8. What’s Eating Gilbert Grape
Leonardo DiCaprio, Titanic’le (1997) gönülleri fethetmeden önce, Johnny Depp’le beraber yer aldığı What’s Eating Gilbert Grape (1993) ile adından söz ettirmeyi başarmıştı.
Johnny Depp’in otizimli kardeşini canlandıran DiCaprio’nun “Seni yeneceğim Hollywood!” sinyallerini verdiği film, DiCaprio’ya bolca övgü ve en iyi yardımcı erkek oyuncu dalında Oscar adaylığı getirdi.
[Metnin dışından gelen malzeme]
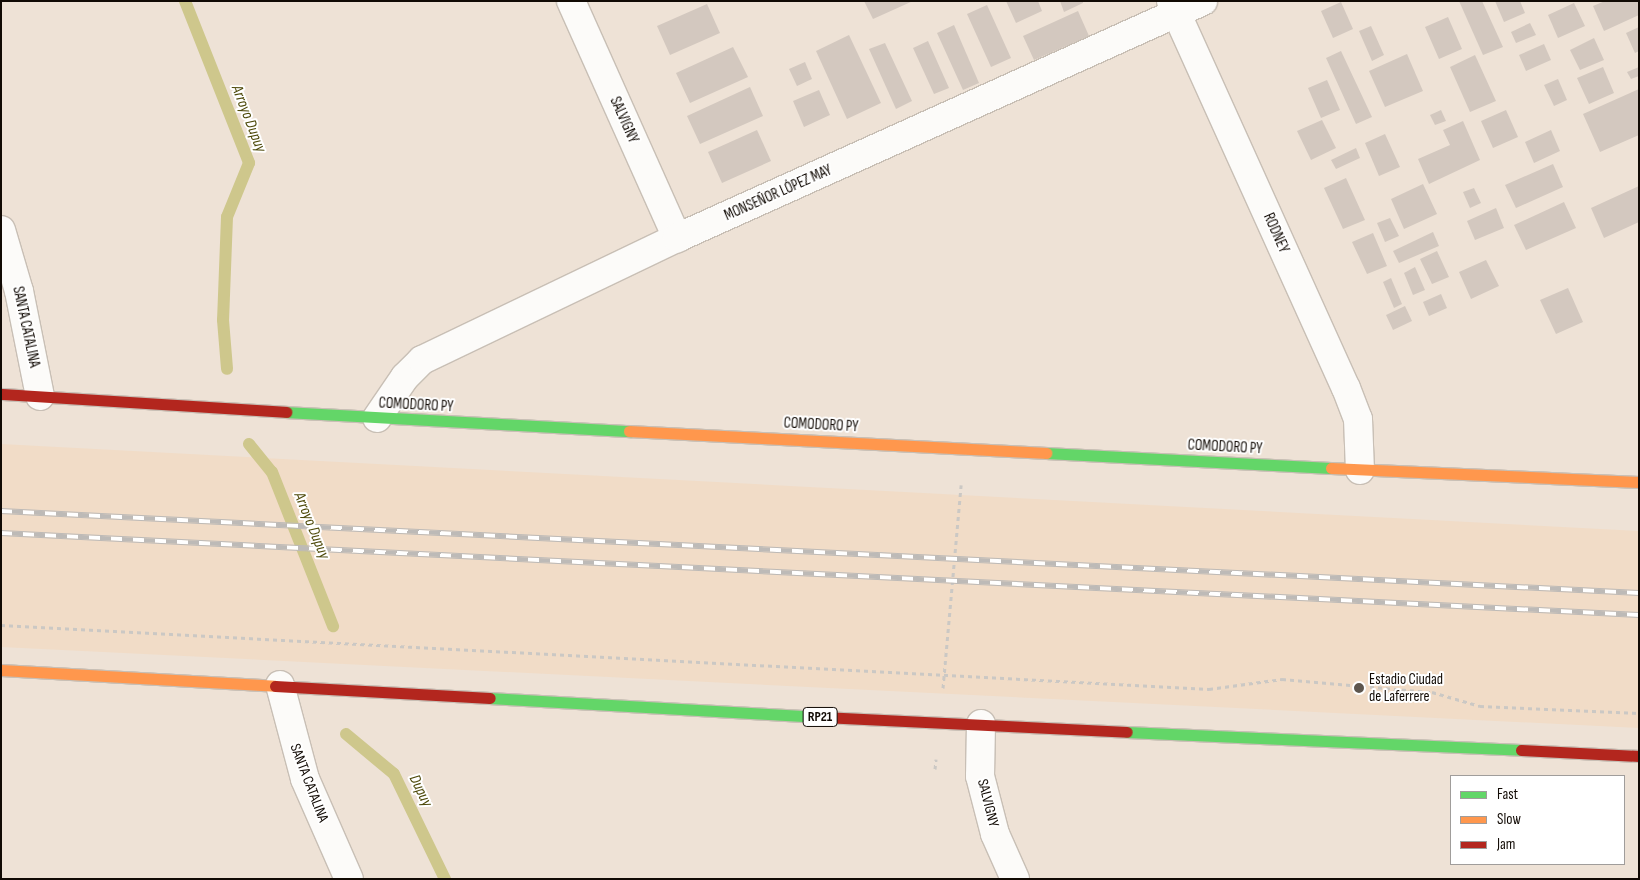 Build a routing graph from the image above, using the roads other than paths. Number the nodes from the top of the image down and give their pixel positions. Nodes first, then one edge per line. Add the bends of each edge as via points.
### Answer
1 (571, 1) edge
2 (1203, 1) edge
3 (1174, 7) edge
4 (1, 230) edge
5 (677, 238) junction
6 (1, 394) edge
7 (40, 396) junction
8 (377, 418) junction
9 (1360, 470) junction
10 (1639, 482) edge
11 (1, 670) edge
12 (280, 685) junction
13 (981, 724) junction
14 (1639, 756) edge
15 (349, 879) edge
16 (1015, 879) edge

1 - 5 street, SALVIGNY
2 - 3 street, MONSEÑOR LÓPEZ MAY
3 - 5 street, MONSEÑOR LÓPEZ MAY
3 - 9 street, RODNEY via 1346,388 1358,419
4 - 7 street, SANTA CATALINA via 19,291
5 - 8 street, MONSEÑOR LÓPEZ MAY via 422,360 405,376
6 - 7 main road, COMODORO PY
7 - 8 main road, COMODORO PY
8 - 9 main road, COMODORO PY
9 - 10 main road, COMODORO PY
11 - 12 main road, RP21
12 - 13 main road, RP21
12 - 15 street, SANTA CATALINA via 305,779
13 - 14 main road, RP21
13 - 16 street, SALVIGNY via 980,776 996,834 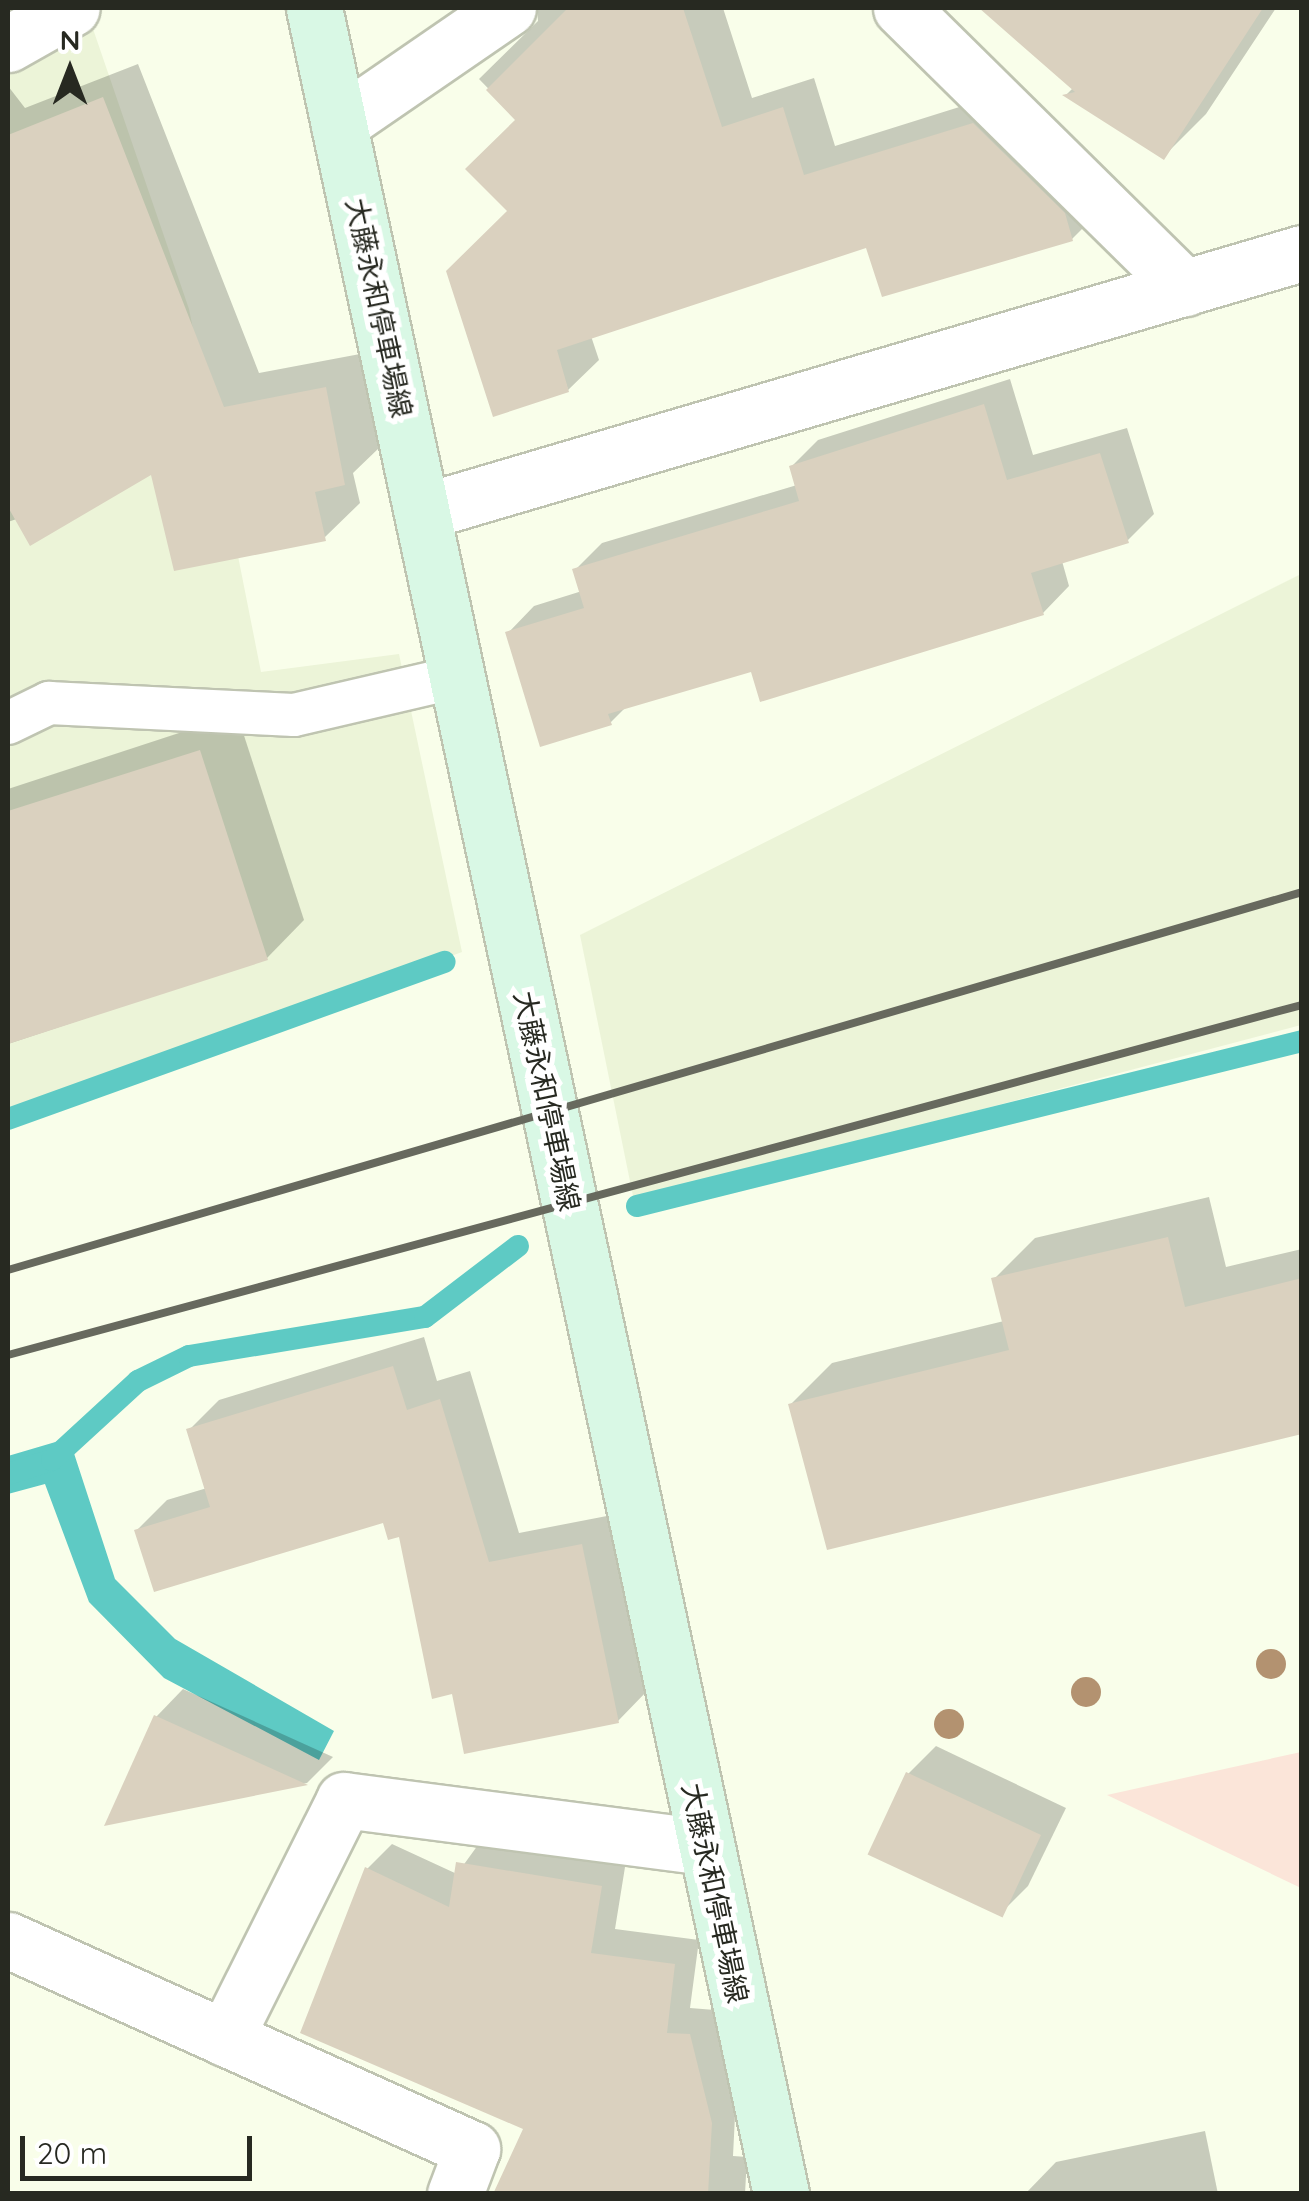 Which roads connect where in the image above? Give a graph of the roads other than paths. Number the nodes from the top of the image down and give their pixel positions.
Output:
1 (72, 8) edge
2 (314, 8) edge
3 (508, 8) edge
4 (901, 8) edge
5 (8, 44) edge
6 (340, 124) junction
7 (1302, 253) edge
8 (1185, 288) junction
9 (422, 512) junction
10 (457, 677) junction
11 (8, 723) edge
12 (705, 1847) junction
13 (8, 1940) edge
14 (225, 2038) junction
15 (455, 2194) edge
16 (781, 2194) edge

1 - 5 street
2 - 6 main road, 大藤永和停車場線
3 - 6 street
4 - 8 street
6 - 9 main road, 大藤永和停車場線
7 - 8 street
8 - 9 street
9 - 10 main road, 大藤永和停車場線
10 - 11 lane
10 - 12 main road, 大藤永和停車場線
12 - 14 street
12 - 16 main road, 大藤永和停車場線
13 - 14 street
14 - 15 street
Her ne kadar DiCaprio Oscar heykelciğini henüz kucaklayamamış olsa da yıkılmadı ayakta.
9. The Last Emperor (Son İmparator)
Sinema tarihinin en çok ödül alan, en geniş kadrolu filmlerinin başında gelen The Last Emperor (1987), 2 yaşında tahta çıkan Çin’in son imparatoru Pu Yi’nin gözünden Çin İmparatorluğu’nun son 60 yılını gözler önüne seriyor.
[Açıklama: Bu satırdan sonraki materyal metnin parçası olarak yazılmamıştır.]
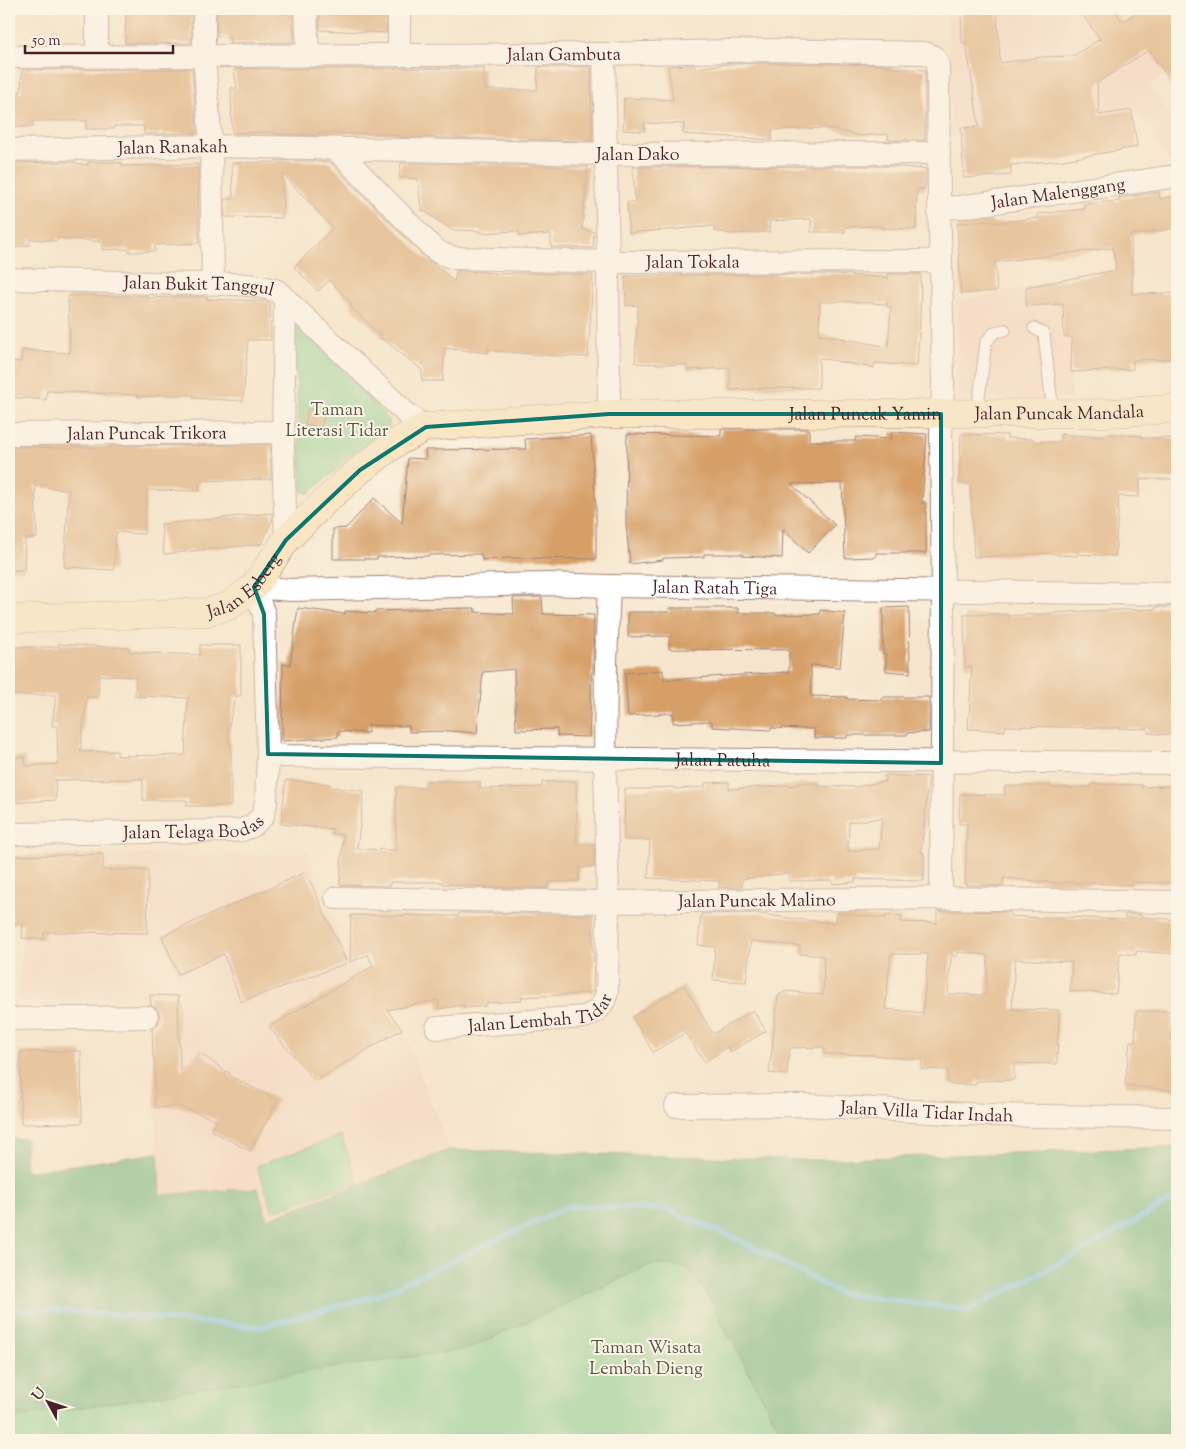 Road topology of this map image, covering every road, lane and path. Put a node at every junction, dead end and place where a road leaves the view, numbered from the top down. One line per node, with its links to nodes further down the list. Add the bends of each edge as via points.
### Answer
1 (97, 9): 8 (street)
2 (204, 9): 9 (street)
3 (306, 9): 5 (street)
4 (399, 9): 7 (street)
5 (308, 54): 7 (street, Jalan Gambuta); 9 (street, Jalan Gambuta)
6 (604, 54): 7 (street, Jalan Gambuta); 14 (street, Jalan Gambuta, via 772,50 930,54 936,58 938,66); 15 (street)
7 (399, 55)
8 (97, 56): 9 (street, Jalan Gambuta); 10 (street, Jalan Gambuta)
9 (204, 56): 11 (street)
10 (9, 57)
11 (211, 146): 12 (street, Jalan Ranakah); 13 (street, Jalan Ranakah); 21 (street)
12 (336, 149): 15 (street, Jalan Dako); 19 (street, Jalan Tokala, via 442,254 455,258)
13 (9, 150)
14 (939, 152): 15 (street, Jalan Dako); 17 (street)
15 (606, 154): 19 (street)
16 (1177, 176): 17 (street, Jalan Malenggang)
17 (939, 208): 18 (street)
18 (941, 261): 19 (street, Jalan Tokala); 28 (street)
19 (608, 262): 27 (street)
20 (9, 279): 21 (street, Jalan Bukit Tanggul)
21 (213, 283): 22 (street, Jalan Bukit Tanggul, via 268,288)
22 (284, 299): 30 (street, Jalan Bukit Tanggul, via 408,416); 31 (street)
23 (1034, 328): 26 (lane, via 1044,334)
24 (1004, 330): 29 (lane, via 995,332 986,342)
25 (1177, 408): 26 (main road, Jalan Puncak Mandala)
26 (1053, 413): 29 (main road, Jalan Puncak Mandala)
27 (609, 414): 28 (main road, Jalan Puncak Yamin); 30 (main road, Jalan Puncak Yamin)
28 (941, 414): 29 (main road, Jalan Puncak Mandala); 36 (street, Jalan Puncak Yamin)
29 (977, 414)
30 (426, 427): 33 (main road, Jalan Esberg, via 397,442 360,470)
31 (284, 432): 32 (street, Jalan Puncak Trikora); 33 (street)
32 (9, 434)
33 (286, 540): 35 (main road, Jalan Esberg)
34 (609, 586): 35 (street, Jalan Ratah Tiga, via 548,584 290,590); 36 (street, Jalan Ratah Tiga); 40 (street, Jalan Lembah Tidar)
35 (254, 587): 38 (main road, Jalan Esberg, via 229,606 207,612); 39 (street, Jalan Telaga Bodas, via 264,614)
36 (943, 590): 37 (street, Jalan Ratah Tiga); 41 (street, Jalan Puncak Yamin)
37 (1177, 594)
38 (9, 619)
39 (268, 754): 40 (street, Jalan Patuha); 43 (street, Jalan Telaga Bodas, via 263,816 242,830)
40 (605, 758): 41 (street, Jalan Patuha); 46 (street, Jalan Lembah Tidar)
41 (941, 763): 42 (street, Jalan Patuha); 45 (street, Jalan Puncak Yamin)
42 (1177, 763)
43 (9, 834)
44 (336, 898): 46 (street, Jalan Puncak Malino)
45 (941, 898): 46 (street, Jalan Puncak Malino); 47 (street, Jalan Puncak Malino)
46 (608, 902): 50 (street, Jalan Lembah Tidar, via 607,992 599,1009 584,1017)
47 (1177, 902)
48 (147, 1017): 49 (street)
49 (9, 1019)
50 (437, 1028)
51 (676, 1106): 52 (street, Jalan Villa Tidar Indah, via 803,1105 985,1115)
52 (1177, 1118)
Mark Peploe ve Bernardo Bertolucci’nin birlikte yazdığı ve Bernardo Bertolucci tarafından yönetilen filmde, Pu Yi dört farklı oyuncu tarafından canlandırılmıştı. 15 yaşındaki Pu Yi’ye hayat veren Tao Wu, performansıyla bir adım öne geçmeyi başarsa da; 2 yaşındaki Pu Yi’yi canlandıran Richard Vuu’yu anmayı da unutmamak lazım.
Her iki oyuncu da performanslarıyla izleyenlerin göz pınarlarını akıtmakta gecikmemiş ve filmin bu denli başarılı olmasının en önemli nedenlerinden olmuşlardır.
10. We Need to Talk About Kevin (Kevin Hakkında Konuşmalıyız)
Tabii ki We Need to Talk About Kevin’in (2011) sadece çocuk oyuncu performansıyla öne çıkan bir film olduğunu söylemek doğru olmayacaktır; hele ki filmde Tilda Swinton gibi bir oyuncu varken.
Ancak sorunlu Kevin’a hayat veren Ezra Miller’ın performansını es geçmek hayatta olmazdı. 15 yaşındaki Kevin’ı canlandıran Ezra Miller, sergilediği benzersiz performansla filmi izleyen herkesten tam notu kapmakta gecikmedi.
Not: Kendisini daha sonra The Perks of Being a Wallflower’da (2012) izleyip, oradaki performansına da ayrıca bayılmışlığımız var. Bunu da belirtmeden geçemedim.